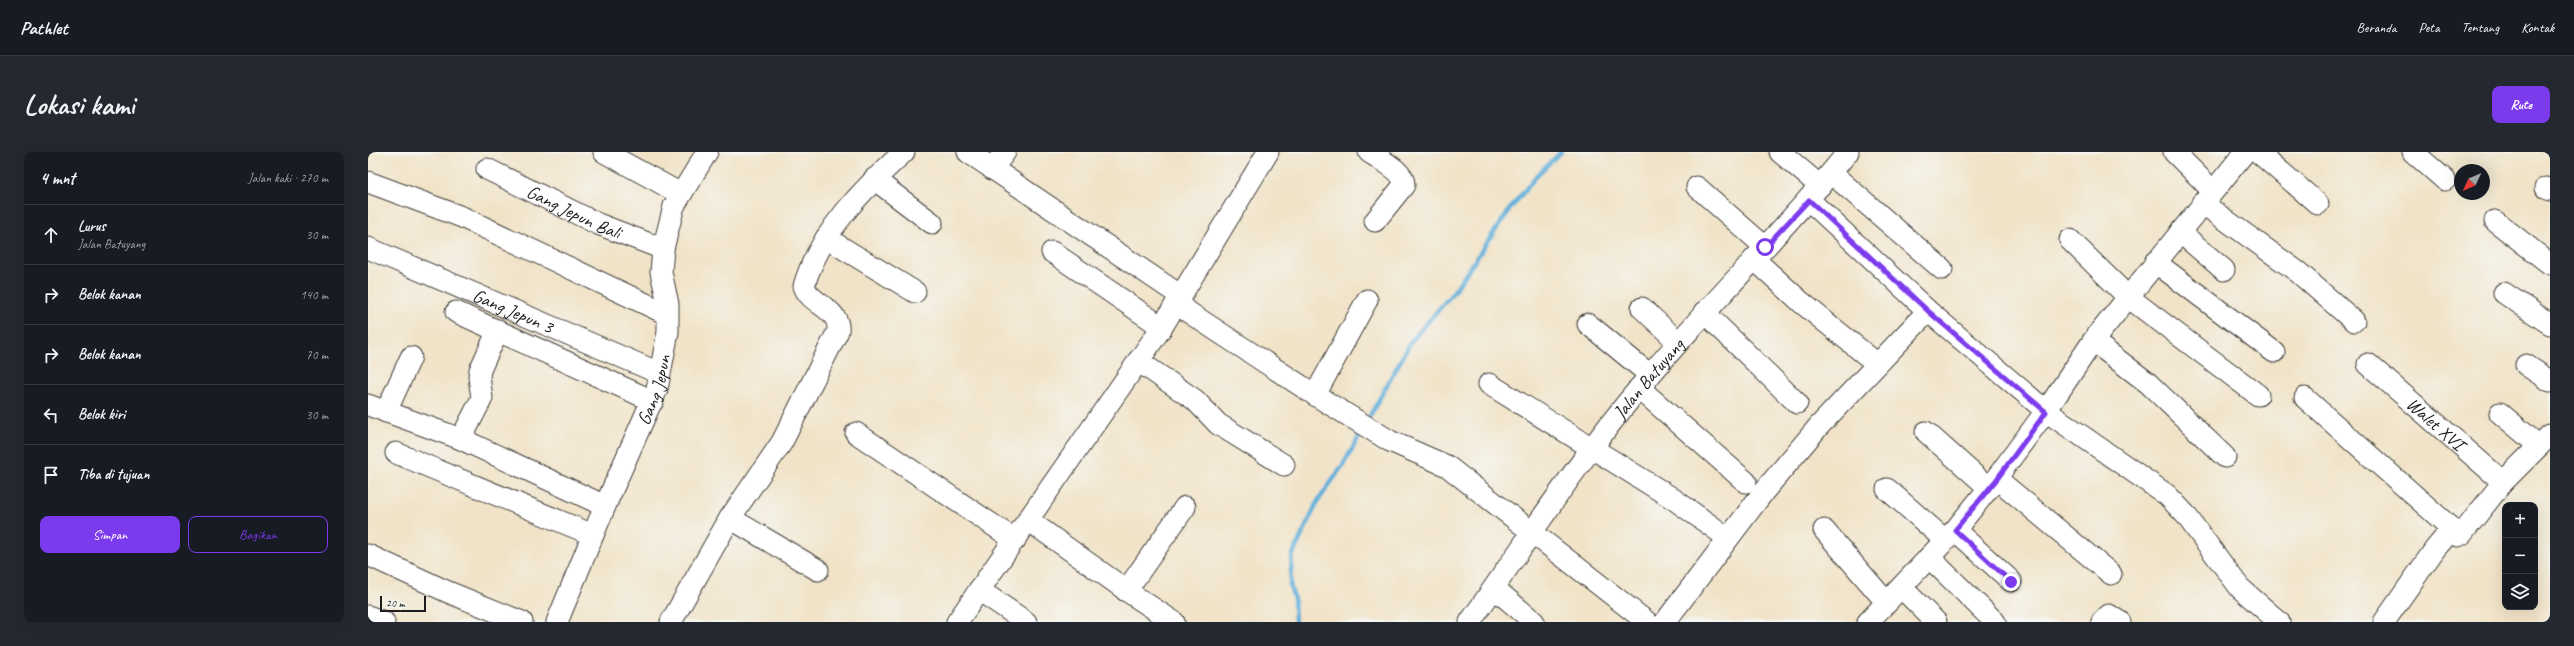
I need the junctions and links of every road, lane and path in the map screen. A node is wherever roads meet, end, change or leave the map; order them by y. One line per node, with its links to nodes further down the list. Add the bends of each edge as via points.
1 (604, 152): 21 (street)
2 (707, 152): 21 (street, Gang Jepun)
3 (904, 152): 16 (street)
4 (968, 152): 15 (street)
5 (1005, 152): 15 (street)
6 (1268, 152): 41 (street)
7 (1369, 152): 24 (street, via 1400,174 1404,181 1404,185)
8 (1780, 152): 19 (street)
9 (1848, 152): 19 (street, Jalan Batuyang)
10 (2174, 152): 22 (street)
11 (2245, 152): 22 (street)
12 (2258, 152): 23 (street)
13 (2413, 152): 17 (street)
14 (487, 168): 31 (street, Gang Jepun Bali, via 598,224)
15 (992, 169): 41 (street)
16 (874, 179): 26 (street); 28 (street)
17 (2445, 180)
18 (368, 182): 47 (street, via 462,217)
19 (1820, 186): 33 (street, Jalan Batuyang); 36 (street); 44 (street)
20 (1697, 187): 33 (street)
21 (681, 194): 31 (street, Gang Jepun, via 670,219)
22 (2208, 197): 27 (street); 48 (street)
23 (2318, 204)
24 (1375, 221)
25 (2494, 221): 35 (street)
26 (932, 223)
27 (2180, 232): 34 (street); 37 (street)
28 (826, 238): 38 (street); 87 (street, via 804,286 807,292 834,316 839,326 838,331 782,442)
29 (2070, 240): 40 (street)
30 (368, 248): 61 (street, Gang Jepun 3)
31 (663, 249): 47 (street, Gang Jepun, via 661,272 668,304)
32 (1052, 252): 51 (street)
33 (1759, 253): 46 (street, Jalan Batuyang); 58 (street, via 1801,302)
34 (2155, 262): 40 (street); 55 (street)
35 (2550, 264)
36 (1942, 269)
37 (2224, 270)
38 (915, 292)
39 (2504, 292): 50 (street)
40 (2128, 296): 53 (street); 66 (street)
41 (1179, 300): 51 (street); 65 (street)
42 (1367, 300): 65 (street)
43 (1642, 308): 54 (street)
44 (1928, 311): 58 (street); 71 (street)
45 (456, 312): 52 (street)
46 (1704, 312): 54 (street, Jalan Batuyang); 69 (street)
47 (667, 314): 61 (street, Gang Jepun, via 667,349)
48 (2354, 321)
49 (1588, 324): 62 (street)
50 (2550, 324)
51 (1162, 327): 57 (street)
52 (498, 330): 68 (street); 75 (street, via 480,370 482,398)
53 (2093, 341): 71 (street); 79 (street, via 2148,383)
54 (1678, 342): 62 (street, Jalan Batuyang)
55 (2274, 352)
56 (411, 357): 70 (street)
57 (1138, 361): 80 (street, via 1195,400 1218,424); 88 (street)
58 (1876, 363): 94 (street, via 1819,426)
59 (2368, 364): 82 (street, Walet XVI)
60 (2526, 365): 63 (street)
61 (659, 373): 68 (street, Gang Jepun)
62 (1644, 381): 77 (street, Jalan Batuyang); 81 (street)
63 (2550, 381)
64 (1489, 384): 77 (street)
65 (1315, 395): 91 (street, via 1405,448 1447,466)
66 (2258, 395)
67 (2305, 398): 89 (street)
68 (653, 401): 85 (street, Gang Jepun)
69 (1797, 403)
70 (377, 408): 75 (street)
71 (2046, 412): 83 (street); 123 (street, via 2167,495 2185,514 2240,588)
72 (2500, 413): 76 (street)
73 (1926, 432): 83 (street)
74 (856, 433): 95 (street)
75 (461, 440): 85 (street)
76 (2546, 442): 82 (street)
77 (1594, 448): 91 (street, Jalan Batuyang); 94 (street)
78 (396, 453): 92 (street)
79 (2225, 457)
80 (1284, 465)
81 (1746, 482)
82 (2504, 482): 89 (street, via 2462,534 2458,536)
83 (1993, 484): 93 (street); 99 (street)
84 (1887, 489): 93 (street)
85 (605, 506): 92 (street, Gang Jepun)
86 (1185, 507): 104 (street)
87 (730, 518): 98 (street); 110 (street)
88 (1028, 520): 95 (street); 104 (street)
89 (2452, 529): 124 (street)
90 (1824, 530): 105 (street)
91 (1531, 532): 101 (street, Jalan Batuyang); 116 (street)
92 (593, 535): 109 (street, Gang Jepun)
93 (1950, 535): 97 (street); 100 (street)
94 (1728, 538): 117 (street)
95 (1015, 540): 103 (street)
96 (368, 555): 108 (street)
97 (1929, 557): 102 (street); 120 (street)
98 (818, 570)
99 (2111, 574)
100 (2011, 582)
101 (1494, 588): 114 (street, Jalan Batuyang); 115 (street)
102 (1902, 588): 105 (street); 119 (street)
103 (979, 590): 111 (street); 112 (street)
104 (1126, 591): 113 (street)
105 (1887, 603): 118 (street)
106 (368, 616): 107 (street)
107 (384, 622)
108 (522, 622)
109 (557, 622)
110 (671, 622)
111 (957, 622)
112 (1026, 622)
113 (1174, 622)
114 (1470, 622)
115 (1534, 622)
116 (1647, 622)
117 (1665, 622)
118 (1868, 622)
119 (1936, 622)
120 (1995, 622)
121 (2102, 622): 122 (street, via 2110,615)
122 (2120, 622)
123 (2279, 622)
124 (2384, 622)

-- -- --

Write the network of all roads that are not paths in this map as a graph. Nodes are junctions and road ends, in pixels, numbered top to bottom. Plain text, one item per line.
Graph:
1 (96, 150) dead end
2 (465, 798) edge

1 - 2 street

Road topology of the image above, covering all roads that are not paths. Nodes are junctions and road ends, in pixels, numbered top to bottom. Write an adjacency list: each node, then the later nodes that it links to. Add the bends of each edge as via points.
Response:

-- -- --

The exercise is to copy out every line above that has the word "bottom" in it.

- Finished exercise:
Write the network of all roads that are not paths in this map as a graph. Nodes are junctions and road ends, in pixels, numbered top to bottom. Plain text, one item per line.
Road topology of the image above, covering all roads that are not paths. Nodes are junctions and road ends, in pixels, numbered top to bottom. Write an adjacency list: each node, then the later nodes that it links to. Add the bends of each edge as via points.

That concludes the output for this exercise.